◆ **Stored data**
——

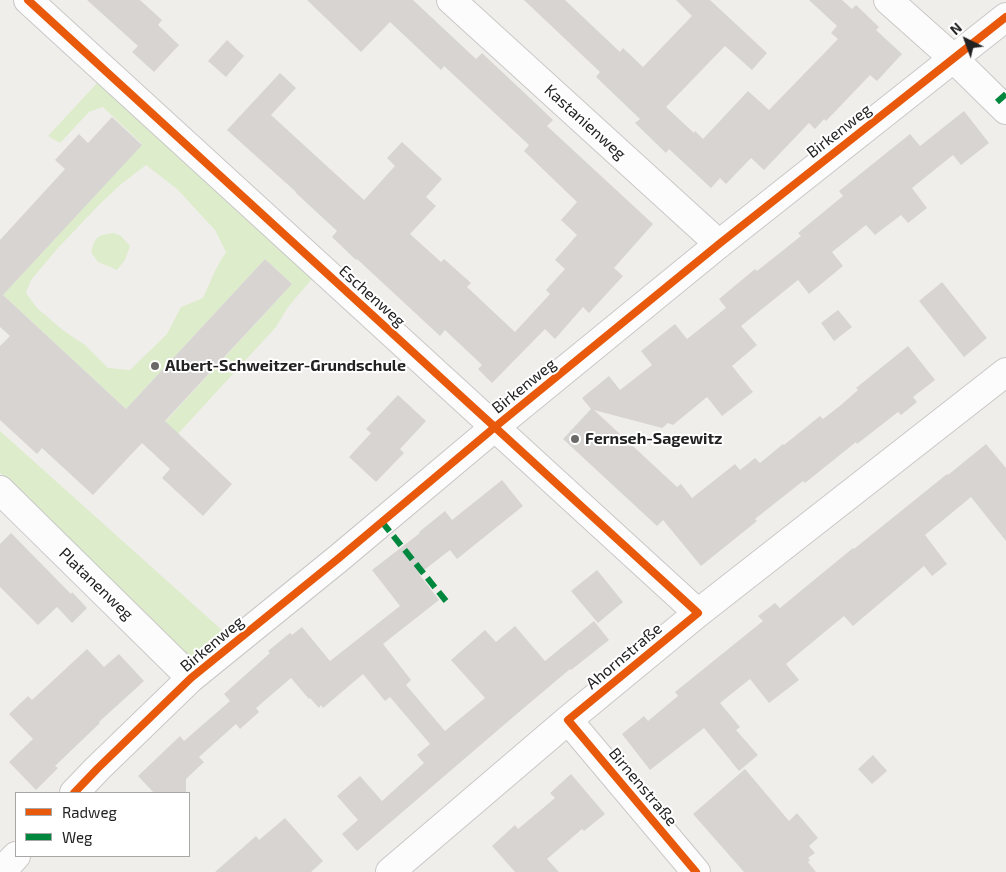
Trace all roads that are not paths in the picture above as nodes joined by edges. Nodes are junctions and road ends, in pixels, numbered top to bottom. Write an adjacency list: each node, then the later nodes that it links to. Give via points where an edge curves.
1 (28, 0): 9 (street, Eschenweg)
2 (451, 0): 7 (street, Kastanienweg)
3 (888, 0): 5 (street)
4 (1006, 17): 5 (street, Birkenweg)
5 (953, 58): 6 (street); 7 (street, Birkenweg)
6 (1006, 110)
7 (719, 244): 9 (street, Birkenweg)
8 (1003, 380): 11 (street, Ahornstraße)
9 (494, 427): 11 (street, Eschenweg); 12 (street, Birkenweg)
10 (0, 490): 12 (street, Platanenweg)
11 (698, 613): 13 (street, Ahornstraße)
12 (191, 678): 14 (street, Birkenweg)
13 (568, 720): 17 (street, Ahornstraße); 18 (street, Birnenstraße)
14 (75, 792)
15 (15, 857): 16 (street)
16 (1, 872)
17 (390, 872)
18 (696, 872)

——

◆ **EXERCISE REQUIREMENTS**
Please set down every line of the data above precisely, dropping the images.

◆ **ANSWER FOR THIS EXERCISE**
Trace all roads that are not paths in the picture above as nodes joined by edges. Nodes are junctions and road ends, in pixels, numbered top to bottom. Write an adjacency list: each node, then the later nodes that it links to. Give via points where an edge curves.
1 (28, 0): 9 (street, Eschenweg)
2 (451, 0): 7 (street, Kastanienweg)
3 (888, 0): 5 (street)
4 (1006, 17): 5 (street, Birkenweg)
5 (953, 58): 6 (street); 7 (street, Birkenweg)
6 (1006, 110)
7 (719, 244): 9 (street, Birkenweg)
8 (1003, 380): 11 (street, Ahornstraße)
9 (494, 427): 11 (street, Eschenweg); 12 (street, Birkenweg)
10 (0, 490): 12 (street, Platanenweg)
11 (698, 613): 13 (street, Ahornstraße)
12 (191, 678): 14 (street, Birkenweg)
13 (568, 720): 17 (street, Ahornstraße); 18 (street, Birnenstraße)
14 (75, 792)
15 (15, 857): 16 (street)
16 (1, 872)
17 (390, 872)
18 (696, 872)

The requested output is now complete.